The string "Which" appears in some lines of the entries that follow; copy each such line.

──────── Extracted data ────────

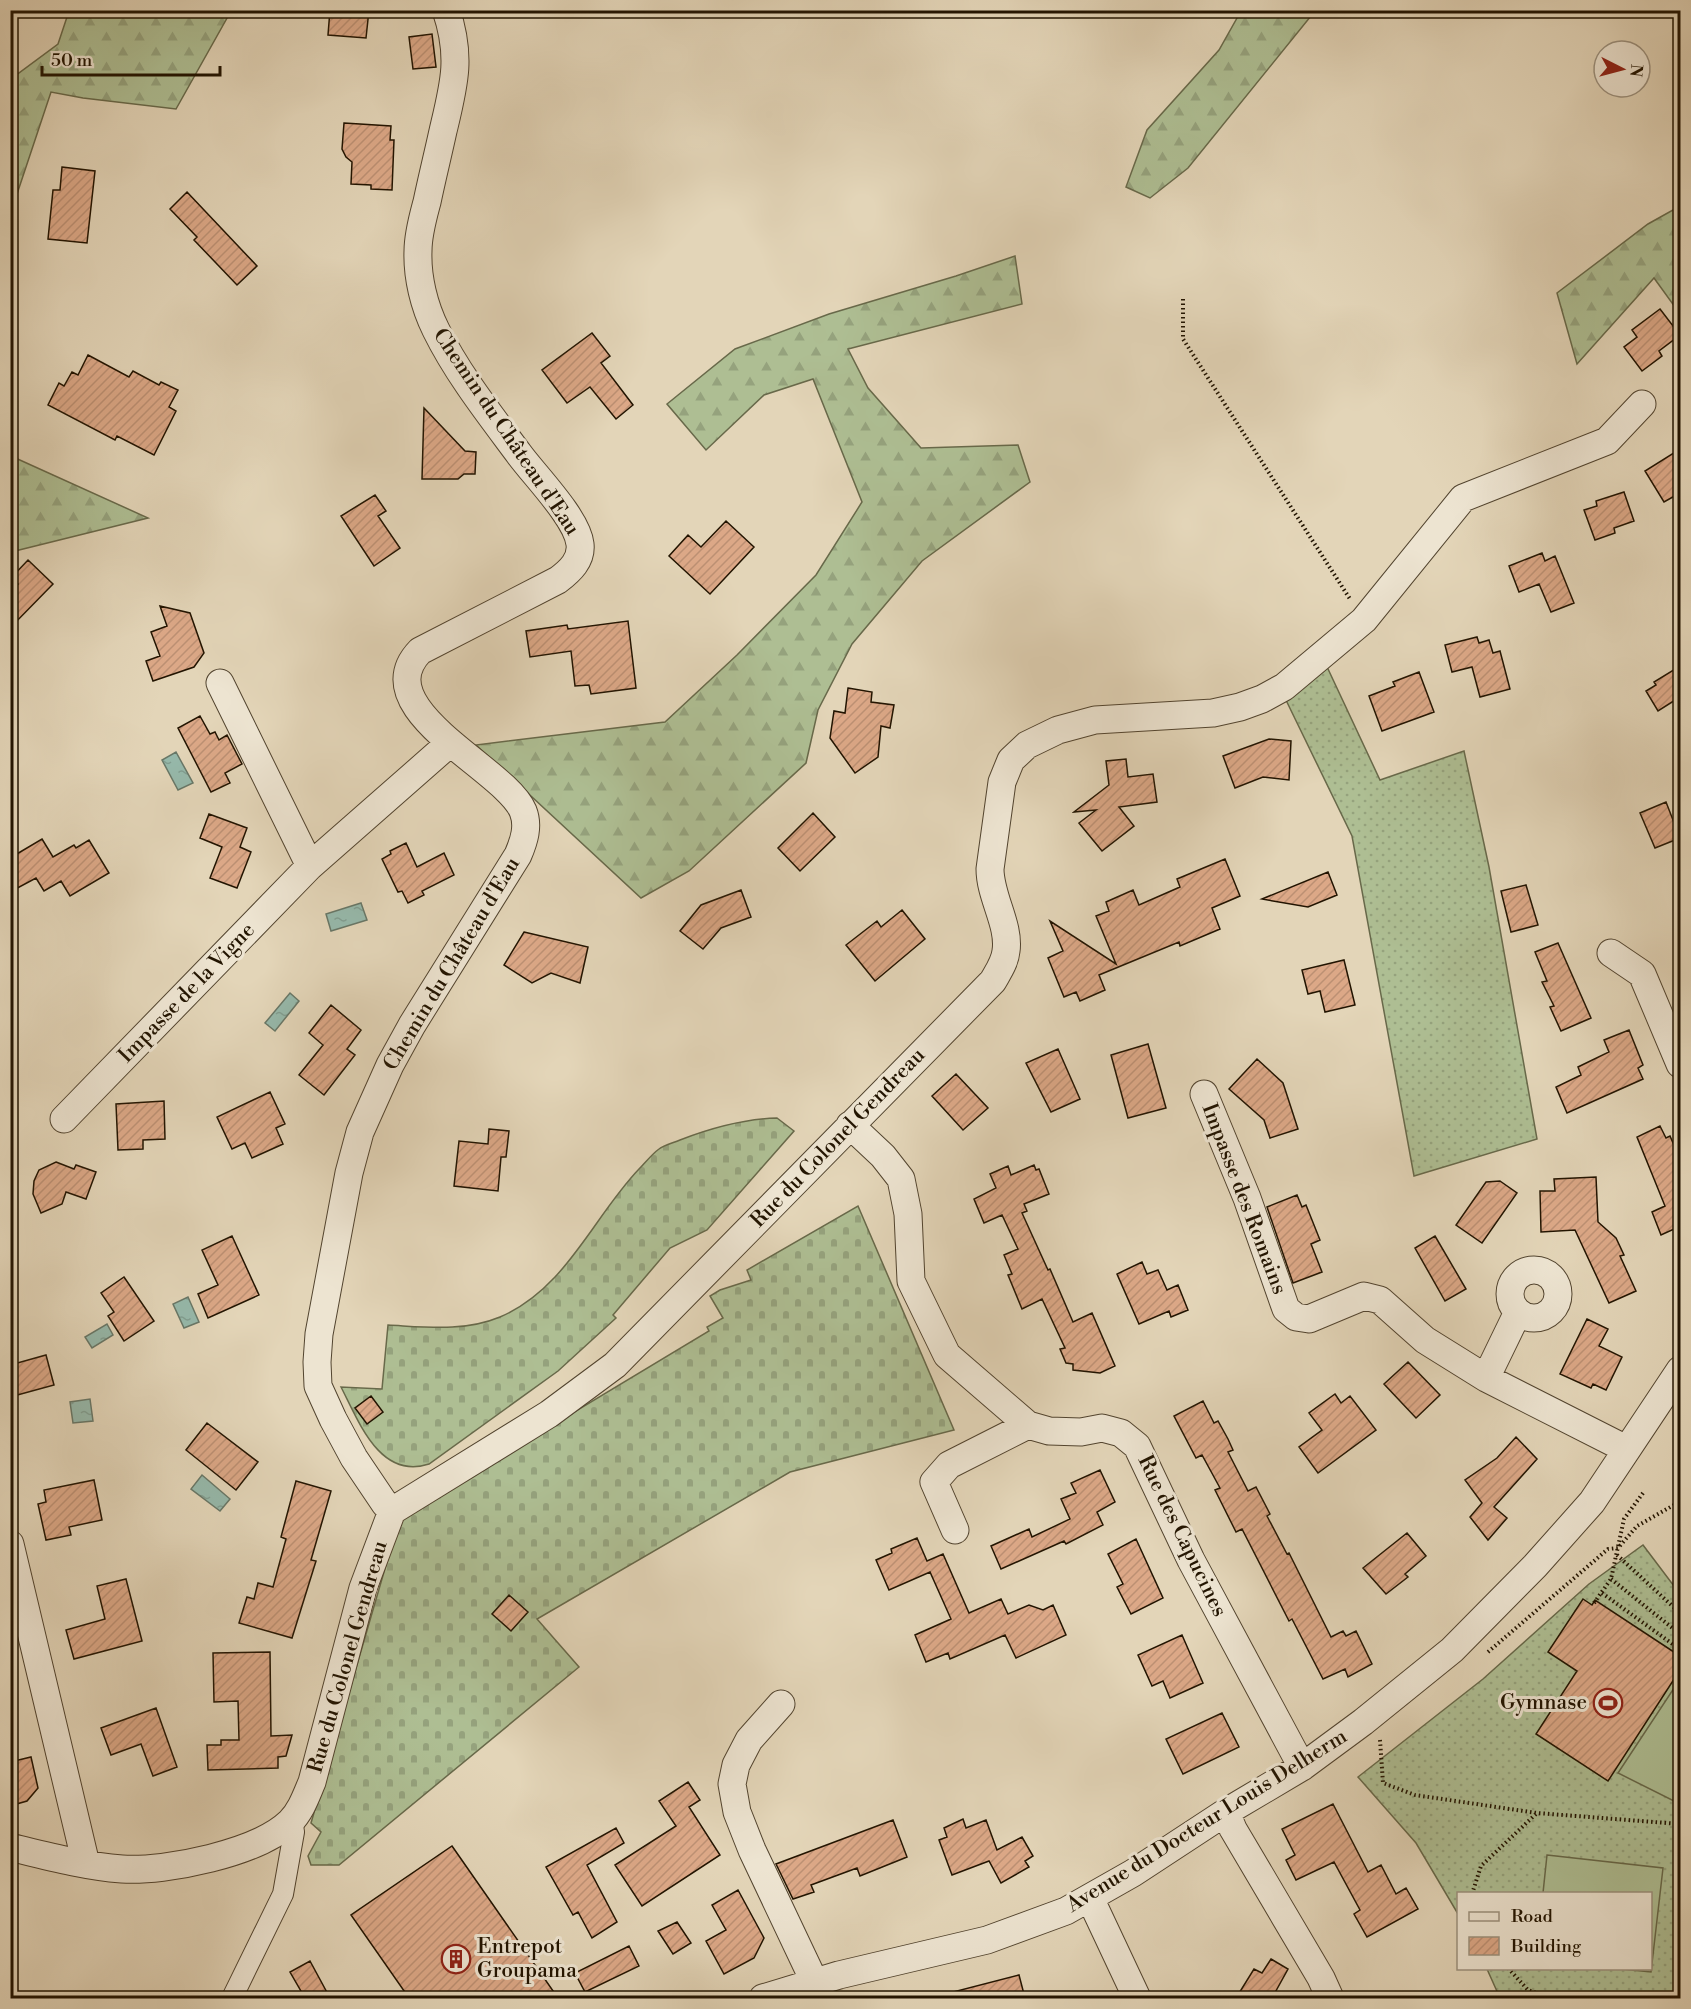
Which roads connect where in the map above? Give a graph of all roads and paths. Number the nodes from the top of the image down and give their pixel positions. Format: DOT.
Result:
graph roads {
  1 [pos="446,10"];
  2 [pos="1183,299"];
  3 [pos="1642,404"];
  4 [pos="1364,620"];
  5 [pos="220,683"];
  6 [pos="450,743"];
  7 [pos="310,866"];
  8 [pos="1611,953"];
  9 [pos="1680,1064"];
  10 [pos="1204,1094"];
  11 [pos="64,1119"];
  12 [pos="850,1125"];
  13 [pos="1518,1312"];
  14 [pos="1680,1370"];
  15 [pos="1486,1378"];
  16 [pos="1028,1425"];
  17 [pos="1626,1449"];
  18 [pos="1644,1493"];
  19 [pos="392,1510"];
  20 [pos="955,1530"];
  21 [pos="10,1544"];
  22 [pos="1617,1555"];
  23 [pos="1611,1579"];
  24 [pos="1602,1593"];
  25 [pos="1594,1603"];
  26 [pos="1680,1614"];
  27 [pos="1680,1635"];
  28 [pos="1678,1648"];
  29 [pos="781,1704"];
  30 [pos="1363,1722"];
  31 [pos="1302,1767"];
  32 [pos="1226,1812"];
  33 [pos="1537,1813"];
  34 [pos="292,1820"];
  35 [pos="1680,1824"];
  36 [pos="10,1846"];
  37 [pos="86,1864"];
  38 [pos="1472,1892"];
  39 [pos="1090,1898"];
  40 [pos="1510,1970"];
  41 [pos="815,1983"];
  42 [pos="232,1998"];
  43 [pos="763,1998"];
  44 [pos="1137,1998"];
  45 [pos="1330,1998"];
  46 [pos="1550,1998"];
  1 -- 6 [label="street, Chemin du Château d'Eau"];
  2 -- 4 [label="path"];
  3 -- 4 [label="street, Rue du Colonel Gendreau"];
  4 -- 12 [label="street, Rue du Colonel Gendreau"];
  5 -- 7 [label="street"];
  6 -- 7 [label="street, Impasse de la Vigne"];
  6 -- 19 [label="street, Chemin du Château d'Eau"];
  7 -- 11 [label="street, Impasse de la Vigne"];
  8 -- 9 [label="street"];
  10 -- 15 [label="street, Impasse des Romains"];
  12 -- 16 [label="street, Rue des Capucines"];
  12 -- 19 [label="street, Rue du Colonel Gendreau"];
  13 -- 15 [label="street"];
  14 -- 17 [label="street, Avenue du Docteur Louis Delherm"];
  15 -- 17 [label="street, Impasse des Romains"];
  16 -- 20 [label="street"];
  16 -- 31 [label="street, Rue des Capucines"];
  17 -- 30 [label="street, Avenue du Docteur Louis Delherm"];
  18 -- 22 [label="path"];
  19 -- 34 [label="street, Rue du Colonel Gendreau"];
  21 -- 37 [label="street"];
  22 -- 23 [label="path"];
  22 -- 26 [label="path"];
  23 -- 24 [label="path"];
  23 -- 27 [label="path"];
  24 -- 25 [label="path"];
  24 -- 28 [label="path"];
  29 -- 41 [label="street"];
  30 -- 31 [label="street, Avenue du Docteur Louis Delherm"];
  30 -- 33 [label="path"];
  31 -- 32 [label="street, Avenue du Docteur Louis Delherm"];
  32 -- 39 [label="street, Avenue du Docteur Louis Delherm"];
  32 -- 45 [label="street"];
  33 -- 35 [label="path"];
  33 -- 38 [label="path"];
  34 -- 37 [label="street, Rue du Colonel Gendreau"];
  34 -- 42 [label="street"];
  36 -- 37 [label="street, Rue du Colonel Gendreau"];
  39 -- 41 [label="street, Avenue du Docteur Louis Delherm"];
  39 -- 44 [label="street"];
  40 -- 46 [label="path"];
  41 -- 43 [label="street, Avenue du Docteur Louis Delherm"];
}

────────
──────── Extracted data ────────

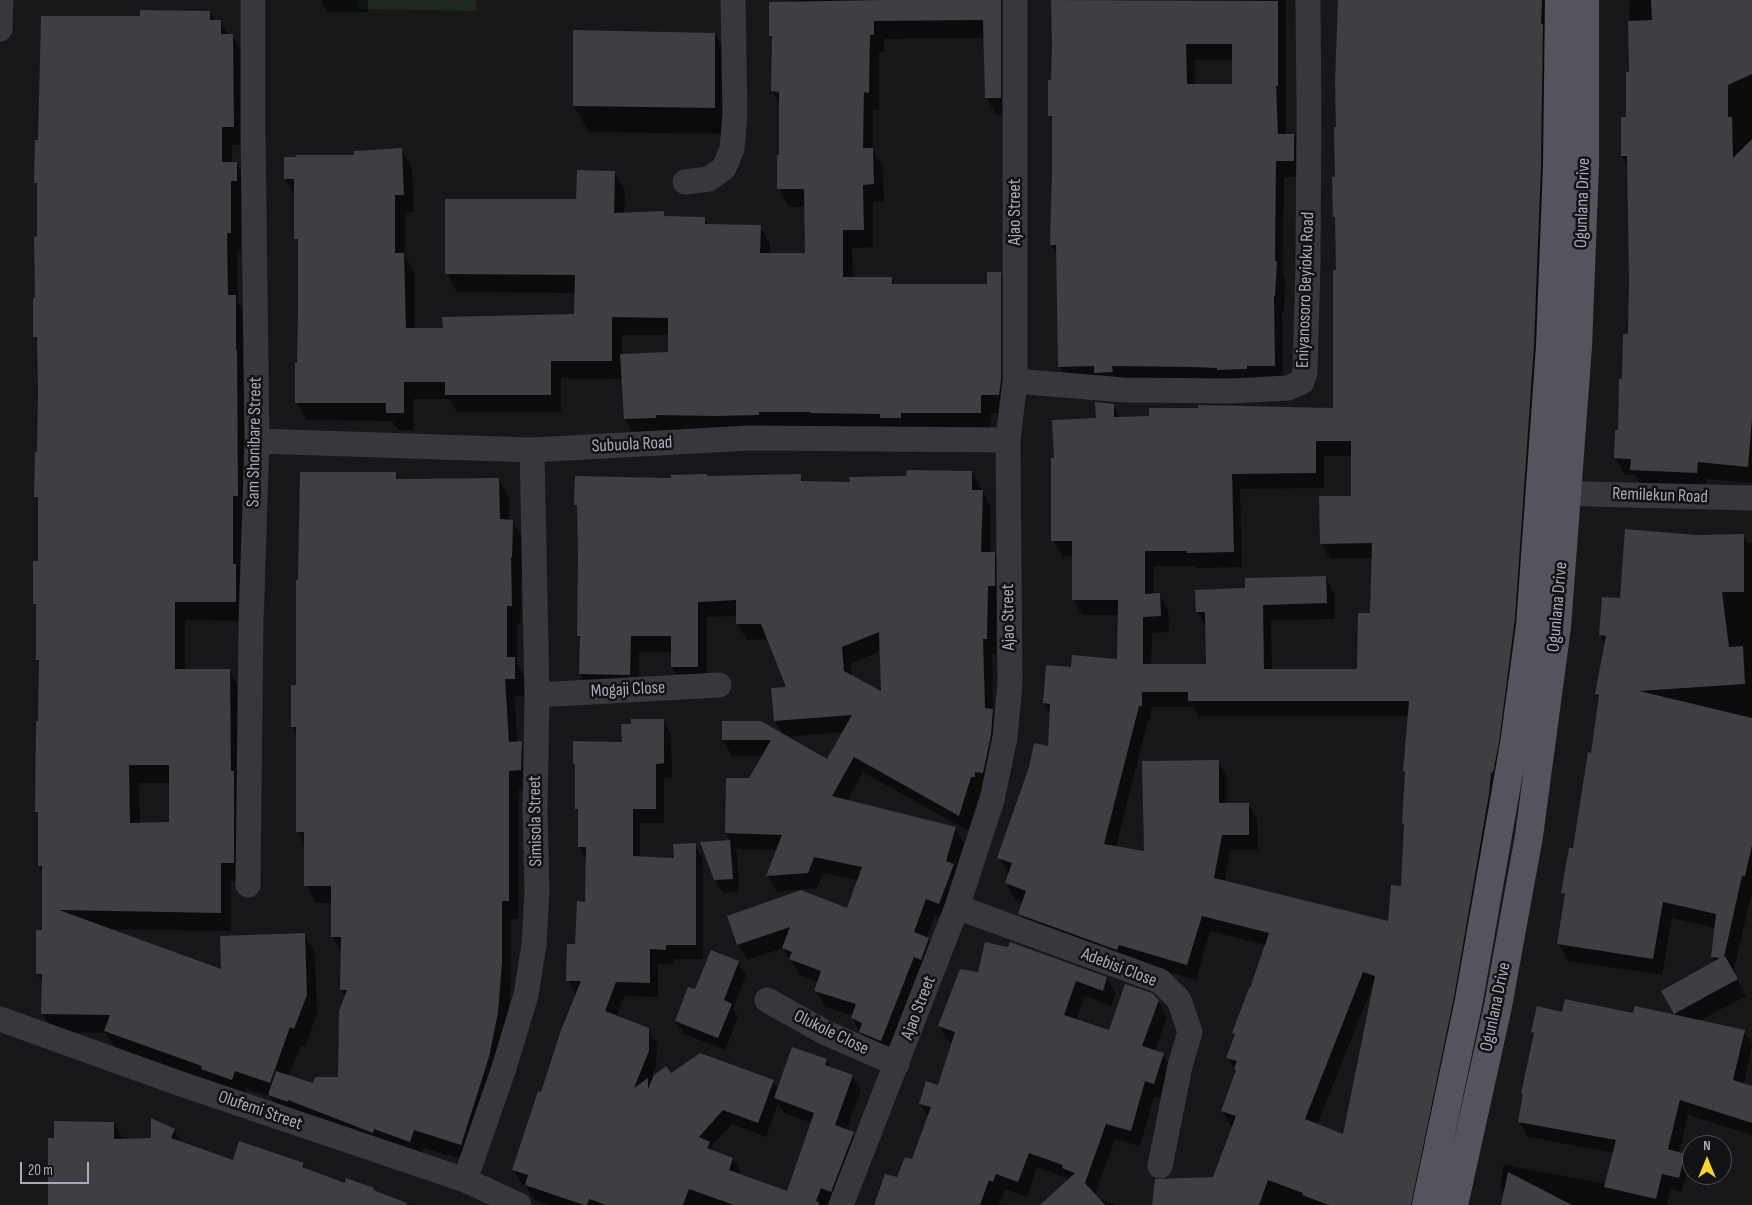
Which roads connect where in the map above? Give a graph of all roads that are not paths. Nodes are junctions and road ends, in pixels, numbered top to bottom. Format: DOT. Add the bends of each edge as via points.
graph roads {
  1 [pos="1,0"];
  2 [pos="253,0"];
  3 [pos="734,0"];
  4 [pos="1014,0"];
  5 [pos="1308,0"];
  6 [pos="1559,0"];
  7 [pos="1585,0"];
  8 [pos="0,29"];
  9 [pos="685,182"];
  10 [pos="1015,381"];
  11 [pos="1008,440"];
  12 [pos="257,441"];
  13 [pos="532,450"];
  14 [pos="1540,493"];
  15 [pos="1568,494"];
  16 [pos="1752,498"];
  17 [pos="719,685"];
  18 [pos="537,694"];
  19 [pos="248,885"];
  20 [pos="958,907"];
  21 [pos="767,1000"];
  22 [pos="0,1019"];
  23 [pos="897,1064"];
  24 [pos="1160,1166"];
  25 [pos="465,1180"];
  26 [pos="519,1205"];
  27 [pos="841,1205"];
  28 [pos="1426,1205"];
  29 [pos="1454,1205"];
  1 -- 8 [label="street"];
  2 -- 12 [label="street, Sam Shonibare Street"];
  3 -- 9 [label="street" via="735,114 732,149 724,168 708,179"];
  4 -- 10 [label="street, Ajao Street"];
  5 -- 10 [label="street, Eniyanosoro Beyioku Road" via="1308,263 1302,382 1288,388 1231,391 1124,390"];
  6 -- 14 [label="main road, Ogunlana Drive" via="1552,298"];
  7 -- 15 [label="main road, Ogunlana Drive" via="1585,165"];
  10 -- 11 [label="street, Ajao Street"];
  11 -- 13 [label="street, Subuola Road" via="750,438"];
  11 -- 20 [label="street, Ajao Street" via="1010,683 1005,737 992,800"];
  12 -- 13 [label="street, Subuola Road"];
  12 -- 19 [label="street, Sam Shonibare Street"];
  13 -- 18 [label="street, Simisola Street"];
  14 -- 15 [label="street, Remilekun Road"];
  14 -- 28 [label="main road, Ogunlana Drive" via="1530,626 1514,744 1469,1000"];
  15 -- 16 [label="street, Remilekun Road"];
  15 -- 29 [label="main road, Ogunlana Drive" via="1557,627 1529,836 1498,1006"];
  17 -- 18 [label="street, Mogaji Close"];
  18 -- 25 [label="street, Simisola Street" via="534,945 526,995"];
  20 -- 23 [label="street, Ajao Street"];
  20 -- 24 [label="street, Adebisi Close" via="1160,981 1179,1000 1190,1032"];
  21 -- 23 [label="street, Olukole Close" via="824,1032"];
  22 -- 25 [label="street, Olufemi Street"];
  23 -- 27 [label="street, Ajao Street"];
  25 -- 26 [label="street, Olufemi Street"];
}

────────
──────── Extracted data ────────

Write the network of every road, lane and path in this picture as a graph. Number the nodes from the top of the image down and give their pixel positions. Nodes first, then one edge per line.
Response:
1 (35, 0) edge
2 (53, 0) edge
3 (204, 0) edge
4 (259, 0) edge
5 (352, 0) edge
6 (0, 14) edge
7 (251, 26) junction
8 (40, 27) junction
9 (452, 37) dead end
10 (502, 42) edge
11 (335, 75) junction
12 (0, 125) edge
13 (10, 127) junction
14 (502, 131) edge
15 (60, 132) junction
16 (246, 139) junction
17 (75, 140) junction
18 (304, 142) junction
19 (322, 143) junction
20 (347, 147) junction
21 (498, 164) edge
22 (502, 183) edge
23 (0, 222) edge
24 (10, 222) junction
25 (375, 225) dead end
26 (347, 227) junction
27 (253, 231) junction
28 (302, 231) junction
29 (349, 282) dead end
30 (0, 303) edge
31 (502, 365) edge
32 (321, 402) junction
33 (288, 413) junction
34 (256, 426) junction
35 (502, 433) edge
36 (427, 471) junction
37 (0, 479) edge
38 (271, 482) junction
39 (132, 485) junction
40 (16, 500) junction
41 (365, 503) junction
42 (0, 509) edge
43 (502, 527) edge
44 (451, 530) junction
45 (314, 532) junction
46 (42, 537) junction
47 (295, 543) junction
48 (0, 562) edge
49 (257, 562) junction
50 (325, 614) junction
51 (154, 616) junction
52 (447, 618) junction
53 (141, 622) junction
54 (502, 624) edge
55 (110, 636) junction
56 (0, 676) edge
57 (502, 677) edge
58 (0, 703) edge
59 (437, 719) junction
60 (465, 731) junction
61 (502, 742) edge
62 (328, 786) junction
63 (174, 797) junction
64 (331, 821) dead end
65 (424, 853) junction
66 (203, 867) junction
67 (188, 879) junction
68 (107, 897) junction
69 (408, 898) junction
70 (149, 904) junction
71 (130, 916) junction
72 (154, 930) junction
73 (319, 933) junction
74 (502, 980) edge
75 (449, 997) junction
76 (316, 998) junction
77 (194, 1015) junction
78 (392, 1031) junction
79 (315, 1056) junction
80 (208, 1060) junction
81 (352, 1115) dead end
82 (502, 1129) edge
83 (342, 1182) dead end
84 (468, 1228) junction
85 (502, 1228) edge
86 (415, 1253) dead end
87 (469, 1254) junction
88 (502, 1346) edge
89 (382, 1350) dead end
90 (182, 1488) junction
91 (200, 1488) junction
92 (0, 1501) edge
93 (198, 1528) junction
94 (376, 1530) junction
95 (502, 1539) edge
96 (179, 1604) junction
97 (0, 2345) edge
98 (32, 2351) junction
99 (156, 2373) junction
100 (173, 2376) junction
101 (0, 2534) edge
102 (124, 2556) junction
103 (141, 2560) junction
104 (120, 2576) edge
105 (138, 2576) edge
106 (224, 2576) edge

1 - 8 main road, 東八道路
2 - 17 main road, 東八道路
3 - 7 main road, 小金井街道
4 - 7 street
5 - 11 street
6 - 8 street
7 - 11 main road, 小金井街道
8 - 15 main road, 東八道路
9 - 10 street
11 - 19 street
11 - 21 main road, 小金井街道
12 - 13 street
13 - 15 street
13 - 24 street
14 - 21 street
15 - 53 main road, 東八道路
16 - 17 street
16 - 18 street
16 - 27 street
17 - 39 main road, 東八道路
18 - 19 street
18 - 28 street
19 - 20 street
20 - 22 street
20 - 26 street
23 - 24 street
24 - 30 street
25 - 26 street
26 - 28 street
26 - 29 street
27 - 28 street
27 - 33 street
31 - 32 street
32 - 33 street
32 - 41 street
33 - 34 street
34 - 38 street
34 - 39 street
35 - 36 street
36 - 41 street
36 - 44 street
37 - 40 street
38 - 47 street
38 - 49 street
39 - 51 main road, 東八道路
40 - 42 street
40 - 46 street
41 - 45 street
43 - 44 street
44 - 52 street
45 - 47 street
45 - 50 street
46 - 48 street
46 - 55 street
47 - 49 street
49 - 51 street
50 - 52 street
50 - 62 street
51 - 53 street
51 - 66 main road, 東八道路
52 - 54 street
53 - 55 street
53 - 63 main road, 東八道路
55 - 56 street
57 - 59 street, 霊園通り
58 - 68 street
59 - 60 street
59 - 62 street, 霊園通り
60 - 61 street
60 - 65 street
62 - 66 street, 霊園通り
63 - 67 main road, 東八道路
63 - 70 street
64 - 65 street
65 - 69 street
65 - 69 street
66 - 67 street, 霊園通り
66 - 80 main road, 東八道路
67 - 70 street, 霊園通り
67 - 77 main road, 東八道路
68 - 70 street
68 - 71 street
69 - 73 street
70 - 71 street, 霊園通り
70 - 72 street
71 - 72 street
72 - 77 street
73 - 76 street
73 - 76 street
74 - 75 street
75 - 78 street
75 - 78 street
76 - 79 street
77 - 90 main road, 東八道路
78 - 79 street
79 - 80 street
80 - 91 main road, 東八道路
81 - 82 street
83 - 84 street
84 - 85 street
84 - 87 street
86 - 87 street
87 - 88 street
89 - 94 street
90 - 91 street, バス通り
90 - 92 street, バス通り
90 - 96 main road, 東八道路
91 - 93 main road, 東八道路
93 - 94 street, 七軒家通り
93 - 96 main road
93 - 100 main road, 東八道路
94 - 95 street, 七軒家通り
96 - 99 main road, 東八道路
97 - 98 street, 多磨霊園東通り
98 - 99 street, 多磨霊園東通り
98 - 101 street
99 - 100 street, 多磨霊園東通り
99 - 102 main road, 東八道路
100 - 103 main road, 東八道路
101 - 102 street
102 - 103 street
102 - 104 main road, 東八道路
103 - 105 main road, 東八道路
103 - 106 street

────────

* [Written response]
Which roads connect where in the map above? Give a graph of all roads and paths. Number the nodes from the top of the image down and give their pixel positions. Format: DOT.
Which roads connect where in the map above? Give a graph of all roads that are not paths. Nodes are junctions and road ends, in pixels, numbered top to bottom. Format: DOT. Add the bends of each edge as via points.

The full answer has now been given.